Visualizing Categorical Data: goodfit
$Version: 1.4 (7 May 2002)
Michael Friendly
York University
Goodness of fit tests for discrete distributions
The GOODFIT macro carries out Chi-square goodness-of-fit tests for discrete
distributions. These include the uniform, binomial, Poisson, negative
binomial, geometric, and logarithmic series distributions, as well as any
discrete (multinomial) distribution whose probabilities you can specify.
Both the Pearson chi-square and likelihood-ratio chi-square are computed.
The data may consist either of individual observations on a single
variable, or a grouped frequency distribution.
The parameter(s)
of the distribution may be specified as
constants or may be estimated from the data.

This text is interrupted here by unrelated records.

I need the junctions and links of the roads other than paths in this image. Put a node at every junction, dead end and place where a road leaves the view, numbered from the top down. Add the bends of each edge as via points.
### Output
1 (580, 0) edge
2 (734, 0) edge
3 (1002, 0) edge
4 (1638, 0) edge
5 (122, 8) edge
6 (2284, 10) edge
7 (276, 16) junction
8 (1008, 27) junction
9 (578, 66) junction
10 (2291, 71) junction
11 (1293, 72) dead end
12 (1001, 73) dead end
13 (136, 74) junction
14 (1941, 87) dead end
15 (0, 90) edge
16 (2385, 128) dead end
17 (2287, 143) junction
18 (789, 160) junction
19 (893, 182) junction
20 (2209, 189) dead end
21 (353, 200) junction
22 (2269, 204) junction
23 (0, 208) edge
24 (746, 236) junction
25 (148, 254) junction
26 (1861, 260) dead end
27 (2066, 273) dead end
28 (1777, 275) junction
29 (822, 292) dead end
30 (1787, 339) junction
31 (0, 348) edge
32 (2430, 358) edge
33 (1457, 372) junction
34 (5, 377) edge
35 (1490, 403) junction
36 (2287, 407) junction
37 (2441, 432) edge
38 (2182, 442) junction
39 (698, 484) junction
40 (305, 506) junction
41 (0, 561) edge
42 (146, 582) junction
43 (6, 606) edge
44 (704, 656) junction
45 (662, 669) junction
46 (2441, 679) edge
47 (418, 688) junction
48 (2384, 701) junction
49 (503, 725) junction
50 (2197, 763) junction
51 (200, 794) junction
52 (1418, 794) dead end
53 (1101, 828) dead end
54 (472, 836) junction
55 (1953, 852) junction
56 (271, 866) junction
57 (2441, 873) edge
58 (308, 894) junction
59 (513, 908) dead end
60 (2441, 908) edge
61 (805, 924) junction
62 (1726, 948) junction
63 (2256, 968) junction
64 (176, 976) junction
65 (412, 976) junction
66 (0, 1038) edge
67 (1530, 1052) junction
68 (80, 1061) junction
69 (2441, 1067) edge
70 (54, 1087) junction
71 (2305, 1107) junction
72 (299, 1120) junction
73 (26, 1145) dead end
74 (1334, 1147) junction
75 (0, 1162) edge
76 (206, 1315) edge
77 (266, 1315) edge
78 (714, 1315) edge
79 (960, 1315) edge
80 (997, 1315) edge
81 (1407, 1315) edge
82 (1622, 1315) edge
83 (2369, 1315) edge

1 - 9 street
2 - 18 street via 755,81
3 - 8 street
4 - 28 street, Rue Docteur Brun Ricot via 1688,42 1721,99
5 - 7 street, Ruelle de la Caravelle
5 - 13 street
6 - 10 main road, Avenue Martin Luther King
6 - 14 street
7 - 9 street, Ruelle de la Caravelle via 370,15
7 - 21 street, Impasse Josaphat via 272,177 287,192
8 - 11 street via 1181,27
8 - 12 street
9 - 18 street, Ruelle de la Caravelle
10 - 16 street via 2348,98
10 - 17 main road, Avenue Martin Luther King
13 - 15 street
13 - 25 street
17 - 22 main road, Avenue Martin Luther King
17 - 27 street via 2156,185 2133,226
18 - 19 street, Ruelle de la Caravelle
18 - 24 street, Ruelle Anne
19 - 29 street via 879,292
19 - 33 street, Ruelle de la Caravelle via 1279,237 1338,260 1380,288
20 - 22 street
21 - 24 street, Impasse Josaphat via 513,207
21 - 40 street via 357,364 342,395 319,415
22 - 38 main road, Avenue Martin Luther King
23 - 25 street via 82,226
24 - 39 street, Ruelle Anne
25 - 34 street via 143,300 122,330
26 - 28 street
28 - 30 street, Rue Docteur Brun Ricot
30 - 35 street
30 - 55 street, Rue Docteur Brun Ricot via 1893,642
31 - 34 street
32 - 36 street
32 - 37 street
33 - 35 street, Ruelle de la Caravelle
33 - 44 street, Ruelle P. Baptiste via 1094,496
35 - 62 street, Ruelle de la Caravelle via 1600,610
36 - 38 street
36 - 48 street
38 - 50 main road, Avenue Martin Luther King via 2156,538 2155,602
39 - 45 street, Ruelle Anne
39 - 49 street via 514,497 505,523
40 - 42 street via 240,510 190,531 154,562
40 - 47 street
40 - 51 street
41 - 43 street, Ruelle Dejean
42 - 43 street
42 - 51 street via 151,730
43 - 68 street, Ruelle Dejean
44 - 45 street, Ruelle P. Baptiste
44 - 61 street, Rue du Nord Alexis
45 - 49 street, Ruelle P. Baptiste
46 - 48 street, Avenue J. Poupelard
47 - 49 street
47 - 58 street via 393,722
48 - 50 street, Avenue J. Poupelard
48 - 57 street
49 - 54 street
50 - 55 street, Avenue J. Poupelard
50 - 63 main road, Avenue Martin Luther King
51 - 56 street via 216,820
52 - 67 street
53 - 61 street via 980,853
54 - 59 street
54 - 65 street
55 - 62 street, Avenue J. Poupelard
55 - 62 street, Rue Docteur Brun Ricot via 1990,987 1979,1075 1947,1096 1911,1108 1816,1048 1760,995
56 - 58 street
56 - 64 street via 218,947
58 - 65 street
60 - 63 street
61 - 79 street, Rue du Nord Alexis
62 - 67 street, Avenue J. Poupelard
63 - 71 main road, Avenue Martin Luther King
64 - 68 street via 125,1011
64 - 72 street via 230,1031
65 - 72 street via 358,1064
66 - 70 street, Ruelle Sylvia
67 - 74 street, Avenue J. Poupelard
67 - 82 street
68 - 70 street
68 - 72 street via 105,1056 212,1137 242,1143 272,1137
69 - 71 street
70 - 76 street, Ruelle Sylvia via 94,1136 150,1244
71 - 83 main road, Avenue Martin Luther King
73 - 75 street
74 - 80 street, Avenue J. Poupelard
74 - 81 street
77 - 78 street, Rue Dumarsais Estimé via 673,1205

The GOODFIT macro is called with keyword parameters. The arguments may be
listed within parentheses in any order, separated by commas. For example:
%goodfit(var=k, freq=freq, dist=binomial);
You must specify a VAR= analysis variable and the keyword for the distribution to be fit with the DIST= parameter. All other parameters are optional.
- DATA=
-
Specifies the name of the input data set to be analyzed. [Default:
DATA=_LAST_
]
- VAR=
-
Specifies the name of the variable to be analyzed, the basic count
variable.
- FREQ=
-
Specifies the name of a frequency variable for a grouped data set. If no FREQ= variable is specified, the program assumes the data set is ungrouped, and
calculates frequencies using PROC FREQ. In this case you can specify a SAS
format with the
FORMAT= parameter to control the way the observations are grouped.
- DIST=
-
Specifies the name of the discrete distribution to be fit. The allowable
values are: UNIFORM, DISCRETE, BINOMIAL, POISSON, NEGBIN, GEOMETRIC,
LOGSERIES.
- PARM=
-
Specifies the value of
parameter(s)
for the distribution being
fit. If PARM= is not specified, the parameter(s)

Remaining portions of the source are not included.